HOW TO COMPLETE THIS TASK: Keep only the lines of the material below that contain the word "change". Copy those lines.
(DATA EXTRACTS begins)
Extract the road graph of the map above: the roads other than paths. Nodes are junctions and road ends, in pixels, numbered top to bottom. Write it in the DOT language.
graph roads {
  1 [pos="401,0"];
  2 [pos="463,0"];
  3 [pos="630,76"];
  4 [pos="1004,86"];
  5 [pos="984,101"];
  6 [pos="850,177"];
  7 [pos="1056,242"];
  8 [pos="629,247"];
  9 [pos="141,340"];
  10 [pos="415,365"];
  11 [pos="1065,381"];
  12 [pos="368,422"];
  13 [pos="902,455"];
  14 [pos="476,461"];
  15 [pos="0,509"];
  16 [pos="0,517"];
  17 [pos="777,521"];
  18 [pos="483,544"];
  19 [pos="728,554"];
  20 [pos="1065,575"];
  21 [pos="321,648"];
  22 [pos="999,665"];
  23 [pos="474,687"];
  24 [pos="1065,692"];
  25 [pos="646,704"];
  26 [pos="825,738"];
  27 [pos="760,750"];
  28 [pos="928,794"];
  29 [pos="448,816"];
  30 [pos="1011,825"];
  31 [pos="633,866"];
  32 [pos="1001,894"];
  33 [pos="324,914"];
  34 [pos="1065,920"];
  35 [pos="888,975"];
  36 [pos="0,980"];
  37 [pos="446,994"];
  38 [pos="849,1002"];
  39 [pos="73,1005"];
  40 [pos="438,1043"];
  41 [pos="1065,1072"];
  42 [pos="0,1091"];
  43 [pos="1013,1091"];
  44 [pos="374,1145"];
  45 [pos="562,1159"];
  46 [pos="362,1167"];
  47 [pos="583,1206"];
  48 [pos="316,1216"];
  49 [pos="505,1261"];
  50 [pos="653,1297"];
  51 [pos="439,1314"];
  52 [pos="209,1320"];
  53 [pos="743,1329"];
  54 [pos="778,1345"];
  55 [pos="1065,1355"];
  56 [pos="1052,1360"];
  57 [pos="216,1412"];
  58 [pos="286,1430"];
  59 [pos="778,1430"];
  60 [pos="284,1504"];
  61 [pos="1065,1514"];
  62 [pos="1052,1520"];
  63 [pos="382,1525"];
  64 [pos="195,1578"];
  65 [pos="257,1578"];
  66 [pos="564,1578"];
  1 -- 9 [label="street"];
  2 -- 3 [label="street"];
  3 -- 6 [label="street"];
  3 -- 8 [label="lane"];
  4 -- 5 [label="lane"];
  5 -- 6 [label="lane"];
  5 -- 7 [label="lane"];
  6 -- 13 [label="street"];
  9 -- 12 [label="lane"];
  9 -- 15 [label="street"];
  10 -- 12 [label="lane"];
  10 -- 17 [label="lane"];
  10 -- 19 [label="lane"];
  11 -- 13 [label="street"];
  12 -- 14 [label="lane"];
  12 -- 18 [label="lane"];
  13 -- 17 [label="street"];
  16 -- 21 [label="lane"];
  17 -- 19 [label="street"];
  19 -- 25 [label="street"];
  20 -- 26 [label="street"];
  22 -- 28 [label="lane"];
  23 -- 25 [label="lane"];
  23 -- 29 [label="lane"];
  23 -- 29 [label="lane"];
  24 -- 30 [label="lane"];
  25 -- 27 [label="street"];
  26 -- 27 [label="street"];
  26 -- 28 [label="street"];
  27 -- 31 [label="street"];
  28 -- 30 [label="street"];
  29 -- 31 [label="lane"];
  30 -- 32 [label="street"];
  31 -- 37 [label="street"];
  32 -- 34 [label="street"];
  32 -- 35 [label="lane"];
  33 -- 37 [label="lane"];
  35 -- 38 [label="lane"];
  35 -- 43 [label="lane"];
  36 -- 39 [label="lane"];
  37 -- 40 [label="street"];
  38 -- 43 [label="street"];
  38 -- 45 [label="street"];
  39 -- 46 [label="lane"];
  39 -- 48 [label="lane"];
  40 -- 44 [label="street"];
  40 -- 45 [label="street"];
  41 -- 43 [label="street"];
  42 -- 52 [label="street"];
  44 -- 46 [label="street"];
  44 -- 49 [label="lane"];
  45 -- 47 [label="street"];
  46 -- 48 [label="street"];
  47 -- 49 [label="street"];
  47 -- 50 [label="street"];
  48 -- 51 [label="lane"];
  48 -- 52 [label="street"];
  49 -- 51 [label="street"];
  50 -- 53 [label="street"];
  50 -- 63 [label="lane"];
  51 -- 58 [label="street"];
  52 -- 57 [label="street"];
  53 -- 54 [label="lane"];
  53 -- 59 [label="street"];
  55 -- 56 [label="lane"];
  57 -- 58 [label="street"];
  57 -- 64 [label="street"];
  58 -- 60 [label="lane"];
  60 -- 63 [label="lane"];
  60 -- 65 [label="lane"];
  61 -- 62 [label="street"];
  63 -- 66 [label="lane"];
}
(DATA EXTRACTS ends)
(DATA EXTRACTS begins)
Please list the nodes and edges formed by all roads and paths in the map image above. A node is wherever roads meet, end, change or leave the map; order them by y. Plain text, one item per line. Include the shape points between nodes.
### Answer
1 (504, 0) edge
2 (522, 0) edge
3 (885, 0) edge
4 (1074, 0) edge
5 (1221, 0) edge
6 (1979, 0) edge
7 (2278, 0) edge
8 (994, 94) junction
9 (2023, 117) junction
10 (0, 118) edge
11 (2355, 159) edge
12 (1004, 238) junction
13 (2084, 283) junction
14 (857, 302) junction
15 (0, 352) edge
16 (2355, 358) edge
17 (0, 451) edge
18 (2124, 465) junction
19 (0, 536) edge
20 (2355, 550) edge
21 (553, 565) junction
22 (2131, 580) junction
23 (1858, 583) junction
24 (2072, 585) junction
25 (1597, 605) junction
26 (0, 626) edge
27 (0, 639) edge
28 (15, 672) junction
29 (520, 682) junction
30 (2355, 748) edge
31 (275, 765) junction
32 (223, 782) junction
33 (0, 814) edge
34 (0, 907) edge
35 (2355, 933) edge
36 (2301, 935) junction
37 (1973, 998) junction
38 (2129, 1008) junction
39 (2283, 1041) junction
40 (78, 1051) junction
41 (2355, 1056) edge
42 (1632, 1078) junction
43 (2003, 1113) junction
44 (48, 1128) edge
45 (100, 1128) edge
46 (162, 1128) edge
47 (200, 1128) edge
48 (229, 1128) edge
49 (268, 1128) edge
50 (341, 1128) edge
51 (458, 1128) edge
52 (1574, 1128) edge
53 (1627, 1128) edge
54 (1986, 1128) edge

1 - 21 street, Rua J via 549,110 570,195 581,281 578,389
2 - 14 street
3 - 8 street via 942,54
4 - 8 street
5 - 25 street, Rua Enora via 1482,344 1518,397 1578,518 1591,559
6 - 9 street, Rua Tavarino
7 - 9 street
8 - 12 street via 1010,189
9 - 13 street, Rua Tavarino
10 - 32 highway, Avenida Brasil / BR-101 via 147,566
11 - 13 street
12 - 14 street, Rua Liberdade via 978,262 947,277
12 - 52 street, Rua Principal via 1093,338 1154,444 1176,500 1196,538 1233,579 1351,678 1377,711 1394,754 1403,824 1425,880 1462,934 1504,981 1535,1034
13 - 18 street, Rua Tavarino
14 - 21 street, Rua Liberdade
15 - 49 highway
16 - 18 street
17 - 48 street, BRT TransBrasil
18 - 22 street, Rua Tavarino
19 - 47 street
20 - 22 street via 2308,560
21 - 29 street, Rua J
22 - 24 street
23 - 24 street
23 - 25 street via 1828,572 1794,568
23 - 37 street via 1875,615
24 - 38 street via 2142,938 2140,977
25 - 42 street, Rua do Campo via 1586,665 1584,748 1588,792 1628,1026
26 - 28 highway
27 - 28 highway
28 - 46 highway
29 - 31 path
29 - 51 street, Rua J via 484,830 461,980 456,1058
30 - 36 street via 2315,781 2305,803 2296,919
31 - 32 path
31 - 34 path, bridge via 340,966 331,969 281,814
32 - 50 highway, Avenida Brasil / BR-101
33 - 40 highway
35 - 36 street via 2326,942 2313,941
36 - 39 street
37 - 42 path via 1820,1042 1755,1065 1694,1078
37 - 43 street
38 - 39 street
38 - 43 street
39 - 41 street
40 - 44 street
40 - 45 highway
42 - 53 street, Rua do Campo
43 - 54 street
(DATA EXTRACTS ends)
(DATA EXTRACTS begins)
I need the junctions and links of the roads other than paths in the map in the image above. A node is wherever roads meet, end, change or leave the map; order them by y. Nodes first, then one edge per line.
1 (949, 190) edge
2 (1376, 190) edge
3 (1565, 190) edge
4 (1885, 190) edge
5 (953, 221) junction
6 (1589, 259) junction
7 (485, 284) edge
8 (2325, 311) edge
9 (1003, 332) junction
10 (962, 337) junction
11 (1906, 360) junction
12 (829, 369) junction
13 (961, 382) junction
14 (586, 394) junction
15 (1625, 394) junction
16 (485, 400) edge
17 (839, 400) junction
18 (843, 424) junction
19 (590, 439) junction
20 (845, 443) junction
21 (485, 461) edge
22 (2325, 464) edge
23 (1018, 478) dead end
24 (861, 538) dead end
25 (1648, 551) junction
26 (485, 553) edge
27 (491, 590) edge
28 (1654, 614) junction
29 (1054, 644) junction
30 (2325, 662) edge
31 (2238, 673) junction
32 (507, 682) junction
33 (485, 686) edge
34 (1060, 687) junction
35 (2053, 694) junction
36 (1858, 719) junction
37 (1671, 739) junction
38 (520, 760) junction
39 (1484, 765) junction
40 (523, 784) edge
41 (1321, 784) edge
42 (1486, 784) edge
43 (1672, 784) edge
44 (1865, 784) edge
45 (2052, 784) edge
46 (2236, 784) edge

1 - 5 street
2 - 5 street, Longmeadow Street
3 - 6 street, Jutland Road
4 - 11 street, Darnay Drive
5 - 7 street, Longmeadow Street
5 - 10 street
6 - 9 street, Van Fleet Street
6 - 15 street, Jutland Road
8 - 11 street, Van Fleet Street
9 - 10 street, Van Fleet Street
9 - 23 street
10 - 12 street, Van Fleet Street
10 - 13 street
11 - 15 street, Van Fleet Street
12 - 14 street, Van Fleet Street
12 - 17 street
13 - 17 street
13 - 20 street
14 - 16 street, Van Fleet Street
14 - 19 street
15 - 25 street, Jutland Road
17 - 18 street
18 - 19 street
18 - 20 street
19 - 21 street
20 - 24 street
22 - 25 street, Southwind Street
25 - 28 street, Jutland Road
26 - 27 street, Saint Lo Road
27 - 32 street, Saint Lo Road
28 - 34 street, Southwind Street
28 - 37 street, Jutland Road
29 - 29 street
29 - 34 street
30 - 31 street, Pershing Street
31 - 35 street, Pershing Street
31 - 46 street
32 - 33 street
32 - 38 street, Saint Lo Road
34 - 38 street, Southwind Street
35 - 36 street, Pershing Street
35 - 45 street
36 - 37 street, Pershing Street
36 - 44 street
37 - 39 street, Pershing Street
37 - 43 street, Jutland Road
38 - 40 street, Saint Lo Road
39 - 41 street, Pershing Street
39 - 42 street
(DATA EXTRACTS ends)
YOUR SOLUTION:
Please list the nodes and edges formed by all roads and paths in the map image above. A node is wherever roads meet, end, change or leave the map; order them by y. Plain text, one item per line. Include the shape points between nodes.
I need the junctions and links of the roads other than paths in the map in the image above. A node is wherever roads meet, end, change or leave the map; order them by y. Nodes first, then one edge per line.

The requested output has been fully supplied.